15 noviembre, 2013

UN NUEVA YORK ÍNTIMO

NUEVA YORK A DIARIO
Hilario Barrero. 
Editorial Impronta. Gijón, 2013.

Por lo que la han frecuentado tantos escritores españoles e hispanoamericanos, desde Martí a José Hierro, pasando por Juan Ramón Jiménez y Federico García Lorca, Nueva York ha llegado a convertirse en casi un género literario con convenciones propias. Y en él podrían incluirse los diarios neoyorquinos del poeta, traductor y profesor Hilario Barrero (Toledo, 1948), de los que se han publicado ya cinco entregas. Nueva York a diario, la última, es también la más melancólica, aunque la melancolía no ha estado nunca ausente de estos libros que conjugan la impresión inmediata con los recuerdos, la reflexión literaria, académica o social con la estampa lírica, el registro objetivo de la realidad y el arrebato imaginativo. Esta variedad de asuntos y registros se corresponde con la consiguiente variedad de estilos: la prosa evocadora de los recuerdos –en general, estampas de la infancia y vida familiar del autor en su Toledo natal, o pormenores de su juventud– se alterna con el relato objetivo de sus andanzas neoyorquinas, que a su vez se contrapone al refinado lirismo de algunas descripciones paisajísticas, o a esa especie de festín de la imaginación que se produce cuando la observación de lo cotidiano se traduce en una explosión de greguerías. El lector atento detectará incluso algún que otro poema canónico, con versos medidos, disfrazado de apunte en prosa corrida. No faltan tampoco, por contraposición, páginas más apresuradas, pero esa variedad es la marca distintiva del diario personal, que registra no sólo circunstancias externas, sino también el propio pulso literario cambiante del diarista.

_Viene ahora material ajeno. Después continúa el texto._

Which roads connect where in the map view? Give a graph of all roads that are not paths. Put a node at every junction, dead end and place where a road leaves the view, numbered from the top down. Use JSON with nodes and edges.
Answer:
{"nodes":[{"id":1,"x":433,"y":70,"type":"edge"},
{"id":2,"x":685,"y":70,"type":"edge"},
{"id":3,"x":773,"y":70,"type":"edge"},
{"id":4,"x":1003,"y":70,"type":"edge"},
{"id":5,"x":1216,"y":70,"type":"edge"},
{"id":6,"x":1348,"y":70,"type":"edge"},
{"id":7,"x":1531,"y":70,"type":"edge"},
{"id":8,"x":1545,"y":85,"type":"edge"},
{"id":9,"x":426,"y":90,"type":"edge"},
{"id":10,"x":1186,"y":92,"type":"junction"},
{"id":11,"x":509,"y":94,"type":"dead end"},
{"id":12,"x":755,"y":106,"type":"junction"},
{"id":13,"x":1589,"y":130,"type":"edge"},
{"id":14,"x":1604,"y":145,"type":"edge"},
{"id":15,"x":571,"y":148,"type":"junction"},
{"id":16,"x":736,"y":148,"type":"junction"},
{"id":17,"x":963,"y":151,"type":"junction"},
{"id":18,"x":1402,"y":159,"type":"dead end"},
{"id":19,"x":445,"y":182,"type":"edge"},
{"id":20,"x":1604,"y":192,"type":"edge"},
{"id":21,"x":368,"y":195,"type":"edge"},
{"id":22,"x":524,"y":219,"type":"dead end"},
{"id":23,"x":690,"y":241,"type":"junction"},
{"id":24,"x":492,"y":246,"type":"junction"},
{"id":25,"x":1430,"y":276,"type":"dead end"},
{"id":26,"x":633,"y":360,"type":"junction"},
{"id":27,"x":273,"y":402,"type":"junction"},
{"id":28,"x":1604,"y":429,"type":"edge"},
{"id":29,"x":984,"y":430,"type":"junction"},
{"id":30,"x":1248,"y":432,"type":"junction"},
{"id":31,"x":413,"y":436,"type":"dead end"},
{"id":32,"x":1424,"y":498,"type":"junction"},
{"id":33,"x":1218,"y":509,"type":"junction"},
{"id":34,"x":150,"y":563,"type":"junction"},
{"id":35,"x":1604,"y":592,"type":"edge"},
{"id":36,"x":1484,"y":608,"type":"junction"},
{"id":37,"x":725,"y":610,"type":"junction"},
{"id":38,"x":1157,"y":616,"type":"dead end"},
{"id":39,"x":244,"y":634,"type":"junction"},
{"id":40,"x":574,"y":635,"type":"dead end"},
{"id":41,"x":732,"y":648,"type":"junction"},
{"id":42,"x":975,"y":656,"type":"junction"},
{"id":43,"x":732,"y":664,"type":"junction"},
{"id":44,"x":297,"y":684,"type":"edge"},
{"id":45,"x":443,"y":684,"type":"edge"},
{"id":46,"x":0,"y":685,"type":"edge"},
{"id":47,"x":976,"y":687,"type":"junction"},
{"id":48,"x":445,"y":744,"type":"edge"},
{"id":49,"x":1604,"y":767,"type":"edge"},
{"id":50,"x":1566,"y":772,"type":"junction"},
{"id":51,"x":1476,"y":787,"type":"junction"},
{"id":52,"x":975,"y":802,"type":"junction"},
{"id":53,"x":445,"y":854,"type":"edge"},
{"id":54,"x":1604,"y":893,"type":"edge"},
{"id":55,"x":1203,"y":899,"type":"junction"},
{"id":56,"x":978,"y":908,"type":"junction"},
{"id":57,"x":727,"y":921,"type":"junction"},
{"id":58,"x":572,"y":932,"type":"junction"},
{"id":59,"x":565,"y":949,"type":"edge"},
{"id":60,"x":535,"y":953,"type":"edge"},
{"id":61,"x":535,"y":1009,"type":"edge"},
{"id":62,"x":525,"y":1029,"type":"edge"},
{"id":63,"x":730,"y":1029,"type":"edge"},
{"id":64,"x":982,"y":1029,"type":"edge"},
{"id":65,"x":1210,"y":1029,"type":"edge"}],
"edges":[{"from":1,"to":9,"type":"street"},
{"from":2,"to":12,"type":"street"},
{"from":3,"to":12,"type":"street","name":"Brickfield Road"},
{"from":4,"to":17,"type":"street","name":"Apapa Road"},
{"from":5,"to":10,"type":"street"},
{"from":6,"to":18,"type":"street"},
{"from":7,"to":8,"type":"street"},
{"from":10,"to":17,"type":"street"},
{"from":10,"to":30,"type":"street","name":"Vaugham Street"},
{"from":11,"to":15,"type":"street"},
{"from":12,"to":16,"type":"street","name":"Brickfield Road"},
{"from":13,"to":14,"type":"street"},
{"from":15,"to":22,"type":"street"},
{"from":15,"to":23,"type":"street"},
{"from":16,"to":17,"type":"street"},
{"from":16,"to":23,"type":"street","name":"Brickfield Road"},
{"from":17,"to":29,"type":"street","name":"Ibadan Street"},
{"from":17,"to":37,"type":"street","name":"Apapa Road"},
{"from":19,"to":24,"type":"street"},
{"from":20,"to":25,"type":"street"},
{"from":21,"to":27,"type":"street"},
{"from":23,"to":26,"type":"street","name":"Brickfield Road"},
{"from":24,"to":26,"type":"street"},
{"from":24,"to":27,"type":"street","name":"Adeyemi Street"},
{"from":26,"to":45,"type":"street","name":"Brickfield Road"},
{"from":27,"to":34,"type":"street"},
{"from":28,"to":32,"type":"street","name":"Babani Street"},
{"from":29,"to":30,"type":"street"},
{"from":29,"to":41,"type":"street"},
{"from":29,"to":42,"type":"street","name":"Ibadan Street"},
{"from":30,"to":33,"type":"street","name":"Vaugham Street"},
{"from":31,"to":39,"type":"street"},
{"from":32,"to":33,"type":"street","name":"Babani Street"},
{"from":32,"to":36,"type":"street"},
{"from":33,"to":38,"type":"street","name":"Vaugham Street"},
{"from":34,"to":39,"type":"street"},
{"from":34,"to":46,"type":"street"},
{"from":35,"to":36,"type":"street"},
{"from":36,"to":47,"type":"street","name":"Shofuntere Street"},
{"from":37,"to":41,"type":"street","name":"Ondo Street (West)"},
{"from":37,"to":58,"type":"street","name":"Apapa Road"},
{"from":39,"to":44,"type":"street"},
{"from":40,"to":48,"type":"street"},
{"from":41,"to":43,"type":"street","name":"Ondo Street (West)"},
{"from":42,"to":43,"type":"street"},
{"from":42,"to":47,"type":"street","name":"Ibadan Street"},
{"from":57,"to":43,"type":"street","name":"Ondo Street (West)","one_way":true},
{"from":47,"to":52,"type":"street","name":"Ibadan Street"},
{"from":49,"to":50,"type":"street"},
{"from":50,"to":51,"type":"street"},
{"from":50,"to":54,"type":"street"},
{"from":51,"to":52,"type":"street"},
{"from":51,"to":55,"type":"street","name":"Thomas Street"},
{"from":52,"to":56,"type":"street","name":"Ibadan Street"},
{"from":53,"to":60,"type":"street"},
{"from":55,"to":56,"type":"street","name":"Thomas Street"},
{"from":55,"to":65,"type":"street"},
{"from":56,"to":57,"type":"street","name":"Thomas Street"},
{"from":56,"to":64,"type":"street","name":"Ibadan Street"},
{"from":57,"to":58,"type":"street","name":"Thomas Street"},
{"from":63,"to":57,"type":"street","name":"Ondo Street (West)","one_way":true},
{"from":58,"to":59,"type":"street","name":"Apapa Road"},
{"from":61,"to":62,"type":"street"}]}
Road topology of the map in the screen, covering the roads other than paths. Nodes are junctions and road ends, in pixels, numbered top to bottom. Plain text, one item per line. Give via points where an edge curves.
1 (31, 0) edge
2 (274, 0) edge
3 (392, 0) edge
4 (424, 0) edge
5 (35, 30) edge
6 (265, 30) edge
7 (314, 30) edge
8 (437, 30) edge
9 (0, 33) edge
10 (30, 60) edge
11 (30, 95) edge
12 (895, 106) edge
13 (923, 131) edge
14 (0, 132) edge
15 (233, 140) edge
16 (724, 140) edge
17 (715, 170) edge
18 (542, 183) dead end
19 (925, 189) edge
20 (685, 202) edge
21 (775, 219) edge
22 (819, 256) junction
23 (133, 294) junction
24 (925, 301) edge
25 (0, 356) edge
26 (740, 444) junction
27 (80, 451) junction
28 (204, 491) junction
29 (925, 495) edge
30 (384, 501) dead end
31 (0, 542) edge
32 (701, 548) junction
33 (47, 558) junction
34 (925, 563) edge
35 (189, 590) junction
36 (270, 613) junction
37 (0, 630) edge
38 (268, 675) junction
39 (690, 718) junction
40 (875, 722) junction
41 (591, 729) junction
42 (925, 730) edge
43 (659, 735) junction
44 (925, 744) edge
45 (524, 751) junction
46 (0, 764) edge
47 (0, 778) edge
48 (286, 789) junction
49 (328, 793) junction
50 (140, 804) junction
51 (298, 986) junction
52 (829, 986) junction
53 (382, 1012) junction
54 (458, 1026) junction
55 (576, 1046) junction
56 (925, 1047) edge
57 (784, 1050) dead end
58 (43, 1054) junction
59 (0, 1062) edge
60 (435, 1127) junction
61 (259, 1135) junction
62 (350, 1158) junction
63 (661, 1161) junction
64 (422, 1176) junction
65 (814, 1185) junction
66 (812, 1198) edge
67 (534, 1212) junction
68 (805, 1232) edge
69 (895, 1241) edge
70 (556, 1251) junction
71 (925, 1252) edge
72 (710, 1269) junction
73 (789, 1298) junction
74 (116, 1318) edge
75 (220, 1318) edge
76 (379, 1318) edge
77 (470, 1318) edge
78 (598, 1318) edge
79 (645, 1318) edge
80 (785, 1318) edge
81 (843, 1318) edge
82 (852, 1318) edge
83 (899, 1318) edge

El resultado son estas trescientas apretadas páginas en las que caben dos años de observaciones vividas. Sobre el autor, un profesor maduro, cercano ya a la jubilación, pesan el recuerdo de algunas tragedias colectivas: el de los atentados terroristas del 11 de septiembre de 2001, por ejemplo, cuyas heridas siguen siendo visibles en la ciudad diez años después, y que determinan, no sólo el dolorido recuerdo del ciudadano de Nueva York cada vez que las circunstancias, los aniversarios o el mero azar del paseante lo ponen ante esas heridas, sino también alguna mal razonada paranoia, que el diarista no se recata en ocultar. Más alejado en el tiempo, pero más doloroso incluso, es el recuerdo de todos aquellos coetáneos del autor a los que se llevó “la peste” del sida en las décadas finales del siglo veinte, y entre los cuales el propio autor se siente milagroso superviviente. Si la edad aporta ya su propia carga de melancolías, estos recuerdos tienen el perturbador efecto de elevar esa melancólica circunstancia a condición universal, a retrato anímico del ciudadano del mundo que ha interiorizado algunas de las desgracias más significativas del tiempo que le ha tocado vivir y, además, ha asistido a ellas en uno de los escenarios más conspicuos del devenir del siglo.

El Nueva York de Hilario Barrero, de todos modos, se resiste a ser el mero decorado arrebatador que ha impresionado a tantos espectadores venidos de otros lugares. Barrero, por el contrario, tiene el don de hacer de su ciudad un escenario íntimo, casi provinciano, hecho de hábitos consolidados, rutinas laborales y querencias del afecto y el gusto. Quiere también el autor dejar constancia de la dimensión inabarcable de Nueva York, de la posibilidad de descubrir cada día un barrio étnico nuevo, un mundo autosuficiente y desconocido ubicado a la vuelta de la esquina. También es sensible el autor al Nueva York que le descubren los amigos que lo visitan, cada uno con sus propias expectativas de lo que desea ver o descubrir en la ciudad. Y, por supuesto, a la condición cambiante de la ciudad, y a la constante desaparición de lugares que tuvieron alguna significación para el autor y que ya no podrán ser sustituidos por otros, lo que redunda en nuevos motivos para la melancolía.

Y es que este diario, extendido a lo largo de dos años y sus consiguientes estaciones, tiene una tonalidad decididamente otoñal, y su imagen más característica es la del día menguante, el crepúsculo anticipado sobre el skyline de Manhattan y las primeras nevadas sobre Central Park. Algo más que una foto: un estado del alma.